After her son died, Hagen testified, Sheila's condition got "drastically worse." She went through cycles of extreme pain that would have them visiting doctors and clinics throughout the state, with precious little relief or even a reliable diagnosis. Eventually Sheila was told she had polymyalgia rheumatica, a fairly common form of arthritis among senior citizens, to go with an earlier finding of fibromyalgia, an inflammation of the nerve endings that can't be identified as a medical certainty even by autopsy but is considered an extremely uncomfortable (albeit nonfatal) condition best treated by painkillers and, in Sheila's case, muscle relaxants.
Describing a typical day, Hagen testified that he'd come home from work to find Sheila asleep or watching television on the couch.
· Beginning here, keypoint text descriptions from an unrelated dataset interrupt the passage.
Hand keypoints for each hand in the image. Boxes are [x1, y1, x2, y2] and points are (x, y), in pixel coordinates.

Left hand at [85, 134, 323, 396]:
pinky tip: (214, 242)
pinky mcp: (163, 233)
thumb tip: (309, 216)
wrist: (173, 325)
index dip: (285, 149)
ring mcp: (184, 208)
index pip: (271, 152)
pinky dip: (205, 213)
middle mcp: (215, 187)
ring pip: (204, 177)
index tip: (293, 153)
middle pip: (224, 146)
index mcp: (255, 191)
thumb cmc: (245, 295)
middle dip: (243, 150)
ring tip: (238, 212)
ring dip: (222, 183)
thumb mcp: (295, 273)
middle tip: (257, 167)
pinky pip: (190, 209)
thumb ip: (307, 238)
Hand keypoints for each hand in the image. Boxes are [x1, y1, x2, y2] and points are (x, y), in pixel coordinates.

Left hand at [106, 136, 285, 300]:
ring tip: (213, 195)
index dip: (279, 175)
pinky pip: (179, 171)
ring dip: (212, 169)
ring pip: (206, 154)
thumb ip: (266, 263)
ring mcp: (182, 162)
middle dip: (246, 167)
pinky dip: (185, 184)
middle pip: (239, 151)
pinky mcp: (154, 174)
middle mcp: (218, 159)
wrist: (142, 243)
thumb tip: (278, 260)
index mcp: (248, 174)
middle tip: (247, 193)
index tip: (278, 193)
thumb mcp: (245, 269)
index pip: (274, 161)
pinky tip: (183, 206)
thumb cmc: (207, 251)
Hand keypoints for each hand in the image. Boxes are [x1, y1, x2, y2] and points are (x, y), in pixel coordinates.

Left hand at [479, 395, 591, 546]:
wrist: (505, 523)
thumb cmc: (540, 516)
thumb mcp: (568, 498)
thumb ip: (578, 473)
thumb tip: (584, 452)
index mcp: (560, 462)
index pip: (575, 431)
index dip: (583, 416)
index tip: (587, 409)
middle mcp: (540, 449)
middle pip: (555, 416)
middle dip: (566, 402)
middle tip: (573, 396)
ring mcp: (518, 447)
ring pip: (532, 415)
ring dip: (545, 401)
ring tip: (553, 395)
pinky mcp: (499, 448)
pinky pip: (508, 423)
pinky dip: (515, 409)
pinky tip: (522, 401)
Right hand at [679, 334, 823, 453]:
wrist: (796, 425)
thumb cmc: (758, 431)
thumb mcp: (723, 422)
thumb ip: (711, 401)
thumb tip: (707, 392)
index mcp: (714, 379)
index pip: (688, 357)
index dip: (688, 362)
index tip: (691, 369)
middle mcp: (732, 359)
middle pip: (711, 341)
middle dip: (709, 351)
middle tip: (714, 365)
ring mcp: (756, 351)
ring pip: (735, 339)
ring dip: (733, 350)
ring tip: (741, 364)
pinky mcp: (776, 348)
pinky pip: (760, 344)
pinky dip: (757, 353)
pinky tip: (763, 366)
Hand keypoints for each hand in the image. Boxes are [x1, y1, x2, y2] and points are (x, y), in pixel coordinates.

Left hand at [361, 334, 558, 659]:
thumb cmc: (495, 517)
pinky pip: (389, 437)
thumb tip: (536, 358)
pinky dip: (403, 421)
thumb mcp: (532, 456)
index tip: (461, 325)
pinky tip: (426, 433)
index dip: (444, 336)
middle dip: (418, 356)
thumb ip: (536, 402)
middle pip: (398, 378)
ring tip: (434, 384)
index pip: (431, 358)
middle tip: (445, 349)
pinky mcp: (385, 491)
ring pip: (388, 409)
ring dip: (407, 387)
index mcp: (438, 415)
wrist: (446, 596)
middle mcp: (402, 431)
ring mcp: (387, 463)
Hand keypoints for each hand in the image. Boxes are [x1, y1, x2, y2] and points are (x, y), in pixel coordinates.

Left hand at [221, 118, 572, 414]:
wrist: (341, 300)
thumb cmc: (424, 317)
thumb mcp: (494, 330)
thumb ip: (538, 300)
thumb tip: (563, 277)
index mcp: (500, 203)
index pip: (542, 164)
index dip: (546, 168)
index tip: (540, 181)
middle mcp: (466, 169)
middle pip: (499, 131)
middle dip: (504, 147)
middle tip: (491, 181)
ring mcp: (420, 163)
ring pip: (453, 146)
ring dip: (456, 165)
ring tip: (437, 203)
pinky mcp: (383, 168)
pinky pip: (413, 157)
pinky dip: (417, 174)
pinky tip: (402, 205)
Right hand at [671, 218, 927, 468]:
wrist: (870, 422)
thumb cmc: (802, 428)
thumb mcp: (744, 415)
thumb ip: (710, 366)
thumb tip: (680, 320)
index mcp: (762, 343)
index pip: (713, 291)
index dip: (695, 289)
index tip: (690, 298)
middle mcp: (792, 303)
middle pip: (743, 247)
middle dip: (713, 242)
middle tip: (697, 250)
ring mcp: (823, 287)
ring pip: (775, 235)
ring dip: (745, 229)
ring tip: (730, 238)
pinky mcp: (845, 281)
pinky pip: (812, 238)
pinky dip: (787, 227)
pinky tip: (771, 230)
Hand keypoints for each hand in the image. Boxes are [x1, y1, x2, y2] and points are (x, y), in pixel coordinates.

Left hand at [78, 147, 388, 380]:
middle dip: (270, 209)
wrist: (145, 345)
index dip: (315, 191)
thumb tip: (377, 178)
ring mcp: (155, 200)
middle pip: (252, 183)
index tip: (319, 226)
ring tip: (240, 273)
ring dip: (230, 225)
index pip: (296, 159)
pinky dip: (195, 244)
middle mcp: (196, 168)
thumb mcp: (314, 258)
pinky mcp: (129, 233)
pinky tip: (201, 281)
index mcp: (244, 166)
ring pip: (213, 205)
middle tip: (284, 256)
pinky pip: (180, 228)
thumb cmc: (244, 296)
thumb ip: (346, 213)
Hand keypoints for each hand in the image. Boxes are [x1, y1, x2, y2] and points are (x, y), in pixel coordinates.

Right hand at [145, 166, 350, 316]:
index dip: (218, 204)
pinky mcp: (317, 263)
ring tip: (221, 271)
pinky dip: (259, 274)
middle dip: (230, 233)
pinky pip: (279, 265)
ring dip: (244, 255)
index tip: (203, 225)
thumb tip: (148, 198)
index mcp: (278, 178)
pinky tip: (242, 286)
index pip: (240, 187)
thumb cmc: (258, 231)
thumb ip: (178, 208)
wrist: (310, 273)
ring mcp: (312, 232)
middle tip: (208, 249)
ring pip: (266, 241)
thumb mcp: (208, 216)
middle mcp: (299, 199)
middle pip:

She'd have taken chicken out of the freezer to thaw but not have had the energy to cook it, or she'd leave a shirt half ironed. She'd cry and claim that she wasn't any good for him. Numerous times, he testified, she'd said she wanted to die. After the shooting, Hagen told a psychiatrist that sometimes Sheila would ask him to get down and pray with her for God to take her--something he refused to do.
Yet publicly Sheila put on a brave front. At Union Congregational she was almost universally regarded as a delightful person, renowned for her readings of Bible passages in her Scottish brogue. She'd knitted a cap for a member who was undergoing chemotherapy--no mean feat for someone suffering from chronic pain.
Aside from Roy, Greeves was one of the few people in Minnesota in whom Sheila would confide, to the point where Hagen would occasionally invite the pastor over to help buck Sheila up. "When Sheila's on, she's delightful, outgoing, very extroverted, with this great brogue and black wig, and...people were really taken to her," Greeves told police after the shooting. "Few people probably saw the down side. If somebody happened to run into it, they couldn't believe it was the same person. I had been with them in their home when she's down, and she can strike out and...just kind of be verbally abusive to everything and everyone." The abuse, Greeves added, was "not directed at Roy"; he would just "absorb" it. "I think he did carry a lot of guilt," she concluded. "More than he should have."